Ecco il problema giuridico che ne consegue: è possibile riconoscere in Italia una pratica che il nostro Stato vieta – la Legge 40 consente infatti la fecondazione assistita, inclusa quella eterologa, solo tra coppie formate da persone di sesso diverso – in quanto realizzata all’estero? Non ha dunque più senso di esistere questo divieto? La questione è sottile, ma chiara: sostenere che un particolare divieto normativo non sia contrario all’ordine pubblico non significa, a norma del diritto, affermare che non ha ragione di esistere: semplicemente, ciò che la norma preclude non è ritenuto di fondamentale importanza. Conseguenza pratica: in Italia non lo si può fare, ma l’Italia non può fare a meno di riconoscere quella stessa cosa se attuata all’estero. Senza con ciò alcun obbligo che il divieto interno cada.

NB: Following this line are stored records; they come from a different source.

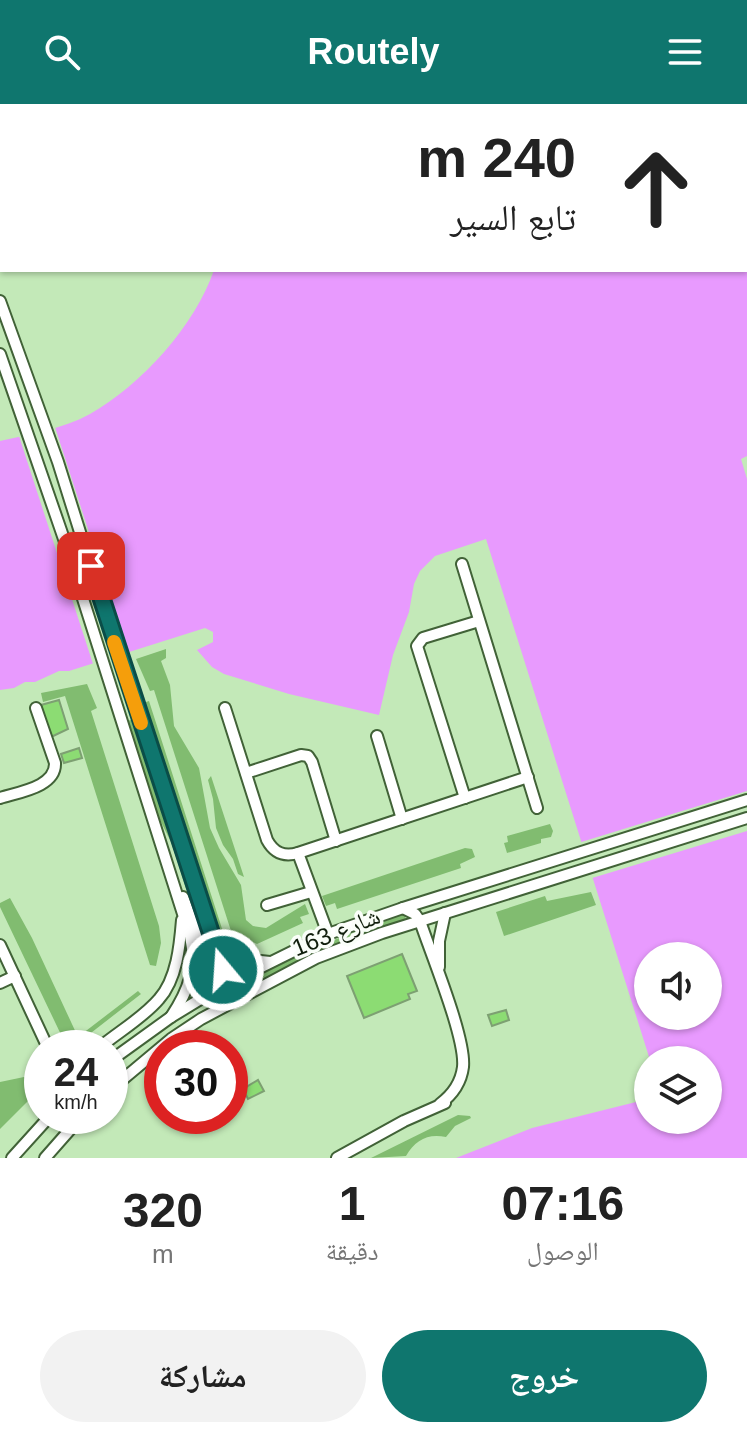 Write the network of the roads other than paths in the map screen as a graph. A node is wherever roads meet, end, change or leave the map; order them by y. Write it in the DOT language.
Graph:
graph roads {
  1 [pos="0,301"];
  2 [pos="0,354"];
  3 [pos="462,564"];
  4 [pos="479,621"];
  5 [pos="36,708"];
  6 [pos="225,708"];
  7 [pos="377,736"];
  8 [pos="246,773"];
  9 [pos="528,777"];
  10 [pos="0,798"];
  11 [pos="465,798"];
  12 [pos="747,800"];
  13 [pos="537,808"];
  14 [pos="747,818"];
  15 [pos="402,819"];
  16 [pos="336,841"];
  17 [pos="298,853"];
  18 [pos="170,875"];
  19 [pos="311,892"];
  20 [pos="267,905"];
  21 [pos="403,908"];
  22 [pos="445,913"];
  23 [pos="182,914"];
  24 [pos="420,921"];
  25 [pos="328,934"];
  26 [pos="0,945"];
  27 [pos="215,947"];
  28 [pos="270,962"];
  29 [pos="15,976"];
  30 [pos="440,981"];
  31 [pos="0,983"];
  32 [pos="228,983"];
  33 [pos="217,989"];
  34 [pos="231,1002"];
  35 [pos="171,1017"];
  36 [pos="40,1030"];
  37 [pos="122,1030"];
  38 [pos="128,1048"];
  39 [pos="128,1075"];
  40 [pos="34,1134"];
  41 [pos="66,1134"];
  42 [pos="12,1158"];
  43 [pos="45,1158"];
  44 [pos="337,1158"];
  1 -- 27 [label="street"];
  2 -- 18 [label="street"];
  3 -- 4 [label="street"];
  4 -- 9 [label="street"];
  4 -- 11 [label="street"];
  5 -- 10 [label="street"];
  6 -- 8 [label="street"];
  7 -- 15 [label="street"];
  8 -- 16 [label="street"];
  8 -- 17 [label="street"];
  9 -- 11 [label="street"];
  9 -- 13 [label="street"];
  11 -- 15 [label="street"];
  12 -- 21 [label="street, شارع 163"];
  14 -- 22 [label="street, شارع 163"];
  15 -- 16 [label="street"];
  16 -- 17 [label="street"];
  17 -- 19 [label="street"];
  18 -- 23 [label="street"];
  18 -- 33 [label="street"];
  19 -- 20 [label="street"];
  19 -- 25 [label="street"];
  21 -- 24 [label="street"];
  21 -- 25 [label="street, شارع 163"];
  22 -- 24 [label="street, شارع 163"];
  22 -- 30 [label="street"];
  23 -- 35 [label="street"];
  23 -- 37 [label="street"];
  24 -- 30 [label="street"];
  24 -- 34 [label="street, شارع 163"];
  25 -- 28 [label="street, شارع 163"];
  26 -- 29 [label="street"];
  27 -- 28 [label="street, شارع 163"];
  27 -- 32 [label="street"];
  28 -- 32 [label="street, شارع 163"];
  29 -- 31 [label="street"];
  29 -- 36 [label="street"];
  30 -- 44 [label="street"];
  32 -- 33 [label="street, شارع 163"];
  32 -- 34 [label="street"];
  33 -- 34 [label="street"];
  33 -- 35 [label="street, شارع 163"];
  34 -- 39 [label="street, شارع 163"];
  35 -- 38 [label="street, شارع 163"];
  40 -- 42 [label="street"];
  41 -- 43 [label="street"];
}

A questo punto, però, il discorso s’allarga con un ulteriore – e fondamentale – interrogativo: è condivisibile che la Suprema Corte ritenga secondaria una norma strettamente connessa all’esistenza, al nome e alla crescita di un bimbo? Non tutti gli ermellini devono pensarla così, se è vero che la stessa Cassazione, nel novembre del 2014, proprio nell’interesse del minore ha bloccato il riconoscimento di un’altra violazione della legge 40 commessa all’estero: la maternità surrogata, vale a dire quel reato che, proprio con le stesse argomentazioni della sentenza depositata ieri, molte corti stanno sdoganando.